Alone, yet not entirely.


A few years ago, you'd hardly recognise me standing in the middle of a group of friends, making them laugh hysterically, lively telling stories and listening actively to everybody. I considered myself social; I craved outings with my friends despite the fact I had minimal chances of going out with them and I would even cry at night when I would see my friends enjoying Thursday nights while I was at my desk, surrounded by books.
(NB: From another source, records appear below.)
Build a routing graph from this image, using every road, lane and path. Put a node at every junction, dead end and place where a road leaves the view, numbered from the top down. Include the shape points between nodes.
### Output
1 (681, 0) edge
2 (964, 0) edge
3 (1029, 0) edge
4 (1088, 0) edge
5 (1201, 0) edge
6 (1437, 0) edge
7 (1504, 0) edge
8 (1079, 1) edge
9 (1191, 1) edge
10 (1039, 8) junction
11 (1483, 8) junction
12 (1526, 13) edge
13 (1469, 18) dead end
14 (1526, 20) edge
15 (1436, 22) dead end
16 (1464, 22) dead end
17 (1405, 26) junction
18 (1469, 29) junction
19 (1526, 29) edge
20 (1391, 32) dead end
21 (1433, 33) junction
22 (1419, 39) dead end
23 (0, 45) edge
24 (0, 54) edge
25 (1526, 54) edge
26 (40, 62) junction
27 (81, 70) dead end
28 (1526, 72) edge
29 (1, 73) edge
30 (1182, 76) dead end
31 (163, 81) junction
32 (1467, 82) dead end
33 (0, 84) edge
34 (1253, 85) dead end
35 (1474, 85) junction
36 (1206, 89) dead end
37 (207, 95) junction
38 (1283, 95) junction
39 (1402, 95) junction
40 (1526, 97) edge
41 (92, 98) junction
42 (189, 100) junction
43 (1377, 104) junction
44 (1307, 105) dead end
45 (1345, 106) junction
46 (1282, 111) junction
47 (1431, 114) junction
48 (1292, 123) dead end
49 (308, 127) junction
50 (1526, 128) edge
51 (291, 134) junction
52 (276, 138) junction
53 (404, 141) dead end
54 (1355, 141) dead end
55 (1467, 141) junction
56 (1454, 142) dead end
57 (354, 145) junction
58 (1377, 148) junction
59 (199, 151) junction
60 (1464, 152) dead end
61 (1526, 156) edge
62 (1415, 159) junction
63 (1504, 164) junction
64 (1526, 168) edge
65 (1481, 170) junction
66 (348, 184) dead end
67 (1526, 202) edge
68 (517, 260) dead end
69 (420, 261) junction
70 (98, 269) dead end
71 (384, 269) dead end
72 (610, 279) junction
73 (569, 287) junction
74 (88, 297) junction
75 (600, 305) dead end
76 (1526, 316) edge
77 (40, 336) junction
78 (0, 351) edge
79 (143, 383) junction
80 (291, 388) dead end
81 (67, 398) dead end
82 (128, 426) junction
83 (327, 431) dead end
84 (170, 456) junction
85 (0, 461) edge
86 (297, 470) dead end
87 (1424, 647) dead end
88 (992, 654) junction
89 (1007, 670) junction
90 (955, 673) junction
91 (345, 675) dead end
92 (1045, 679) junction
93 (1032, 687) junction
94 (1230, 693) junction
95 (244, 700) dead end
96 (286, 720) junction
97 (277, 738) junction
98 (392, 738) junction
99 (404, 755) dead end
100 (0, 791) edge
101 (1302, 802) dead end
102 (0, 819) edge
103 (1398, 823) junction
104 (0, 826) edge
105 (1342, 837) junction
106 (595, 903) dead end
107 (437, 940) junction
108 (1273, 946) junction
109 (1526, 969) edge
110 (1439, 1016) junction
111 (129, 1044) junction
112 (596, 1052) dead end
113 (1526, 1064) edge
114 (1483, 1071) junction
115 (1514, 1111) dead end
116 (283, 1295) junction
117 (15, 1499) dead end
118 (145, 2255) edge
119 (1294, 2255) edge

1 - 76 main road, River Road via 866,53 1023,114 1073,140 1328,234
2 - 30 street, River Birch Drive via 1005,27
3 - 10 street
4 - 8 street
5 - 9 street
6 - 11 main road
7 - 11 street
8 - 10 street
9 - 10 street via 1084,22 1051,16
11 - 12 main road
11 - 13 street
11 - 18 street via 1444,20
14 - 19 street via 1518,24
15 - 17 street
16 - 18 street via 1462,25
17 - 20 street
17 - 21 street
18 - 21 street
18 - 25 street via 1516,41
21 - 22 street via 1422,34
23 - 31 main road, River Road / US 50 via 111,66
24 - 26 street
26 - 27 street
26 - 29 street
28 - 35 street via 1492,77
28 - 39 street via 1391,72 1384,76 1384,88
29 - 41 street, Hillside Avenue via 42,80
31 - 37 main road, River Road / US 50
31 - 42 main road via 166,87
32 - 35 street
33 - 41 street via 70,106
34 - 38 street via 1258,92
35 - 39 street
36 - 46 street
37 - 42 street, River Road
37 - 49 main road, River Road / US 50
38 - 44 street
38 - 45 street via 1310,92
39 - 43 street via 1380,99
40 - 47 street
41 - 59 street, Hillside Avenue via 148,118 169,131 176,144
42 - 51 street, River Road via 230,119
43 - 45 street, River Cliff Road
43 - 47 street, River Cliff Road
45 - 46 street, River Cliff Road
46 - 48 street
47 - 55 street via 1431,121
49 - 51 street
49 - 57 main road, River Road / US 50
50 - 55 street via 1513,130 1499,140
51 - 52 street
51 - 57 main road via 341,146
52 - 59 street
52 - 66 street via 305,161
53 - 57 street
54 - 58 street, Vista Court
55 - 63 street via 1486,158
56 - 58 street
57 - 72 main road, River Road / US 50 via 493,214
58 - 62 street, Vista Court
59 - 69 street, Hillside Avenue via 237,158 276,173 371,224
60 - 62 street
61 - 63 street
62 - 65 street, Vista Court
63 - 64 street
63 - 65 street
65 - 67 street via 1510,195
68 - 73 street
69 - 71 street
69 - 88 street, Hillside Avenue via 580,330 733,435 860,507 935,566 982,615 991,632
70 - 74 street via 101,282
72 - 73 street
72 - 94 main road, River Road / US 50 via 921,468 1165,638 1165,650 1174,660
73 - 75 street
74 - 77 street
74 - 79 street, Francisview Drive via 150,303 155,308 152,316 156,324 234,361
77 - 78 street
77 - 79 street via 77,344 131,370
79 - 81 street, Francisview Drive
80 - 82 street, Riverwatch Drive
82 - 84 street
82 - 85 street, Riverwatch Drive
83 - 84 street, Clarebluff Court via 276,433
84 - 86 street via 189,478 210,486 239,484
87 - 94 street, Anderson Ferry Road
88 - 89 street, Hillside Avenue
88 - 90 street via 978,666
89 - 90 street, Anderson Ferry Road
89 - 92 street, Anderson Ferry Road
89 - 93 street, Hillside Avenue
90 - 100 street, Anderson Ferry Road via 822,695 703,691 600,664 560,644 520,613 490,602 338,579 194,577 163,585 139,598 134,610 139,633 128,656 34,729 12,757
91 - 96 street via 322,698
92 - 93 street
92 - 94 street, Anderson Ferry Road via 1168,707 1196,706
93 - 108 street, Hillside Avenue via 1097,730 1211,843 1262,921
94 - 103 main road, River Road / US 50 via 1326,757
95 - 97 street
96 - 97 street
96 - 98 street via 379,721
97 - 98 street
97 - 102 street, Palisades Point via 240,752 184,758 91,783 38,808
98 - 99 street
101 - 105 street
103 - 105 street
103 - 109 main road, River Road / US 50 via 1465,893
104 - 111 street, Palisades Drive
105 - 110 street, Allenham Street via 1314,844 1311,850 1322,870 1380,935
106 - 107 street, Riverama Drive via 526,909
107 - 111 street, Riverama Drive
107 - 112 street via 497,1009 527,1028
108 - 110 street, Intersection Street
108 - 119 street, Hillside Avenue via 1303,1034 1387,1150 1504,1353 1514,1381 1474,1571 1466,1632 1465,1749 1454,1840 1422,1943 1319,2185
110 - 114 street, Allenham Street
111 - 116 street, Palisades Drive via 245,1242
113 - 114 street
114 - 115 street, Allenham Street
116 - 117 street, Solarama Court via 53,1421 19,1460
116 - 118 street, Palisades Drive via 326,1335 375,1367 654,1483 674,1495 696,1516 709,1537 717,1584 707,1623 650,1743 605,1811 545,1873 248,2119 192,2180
How did I turn into such an antisocial person who is extremely anxious when around people? I mean, I wouldn't be fretful around my intimate friends but still, I'm not that person I was before. I mean, even around the friends that I've been with for almost ten years, I feel so distant, so unworthy of their friendship. I always  envision myself as the lame, boring girl in the gang who has absolutely nothing to say just because she is afraid to say something you won't find amusing. I regard myself as disliked, or more precisely, least liked. It agitates me, and just stops me from being around everyone. I'm afraid of their judgement, and it's no wonder why I appear so quiet when you talk to me, for clearly, I believe the sentences structure in my mind wouldn't be accepted.

That's what I found out at college. At first, I thought I'd be attracted by those highly affiliated people who just create gangs in a snap of their fingers. But no, it wasn't really like that. I found myself surrounded by people who actually laughed at my ideas, I saw their eyes goggle up when I talked about my daily activities, my love for knowledge and my dearest dreams. I felt so unaccepted, so different and away from everyone else. I don't blame the others, they might be beautiful from the inside, but I cannot just be embraced by them; living their structured stereotypical lives, doing the things everyone else does, forsooth being indifferent.

However, my values conflict that, and I'm not highly adaptive with such mind wars. Some days I just force myself to stand with a couple of girls, saying eccentric words, paraphrasing soap operas and so forth. I then feel so uncomfortable, so detached, to the extent that I excuse myself for a walk in the sun, where I walk reading poetry instead.

I know it's all within me. I know the problem is my idealistic view of people. I feel so disappointed in myself somehow because thinking it over, the matter raises suspicions of me being too vain and stuck up. Am I? I hate the thought of ever considering myself as proud when being down to Earth and innocently humble just melts my heart with compassion and empathy towards everyone. Am I serving my ego the whole time by avoiding everyone just because they're not my type?

The worst thing is that, I'm craving human interaction these days. I haven't like wholeheartedly laughed in ages lest had those warm deep conversations with a loved one. I miss being accepted, loved and truly depended-upon. Maybe it's supposed to be this way. Maybe I'm supposed to have that spirit that strives to help everyone but never gets a share of that intimacy in return.. maybe I'm just incompatible. But I just miss people, and the loneliness that bestows upon me like an sheath of unmelting ice that shatters my skin, freezes my heart and greys the backgrounds of my eyes- while I'm in a room surrounded by hordes of people is such an eerie feeling. I never thought I'd be so alone despite the crowd with their roaring resonating laughter than never touches my soul.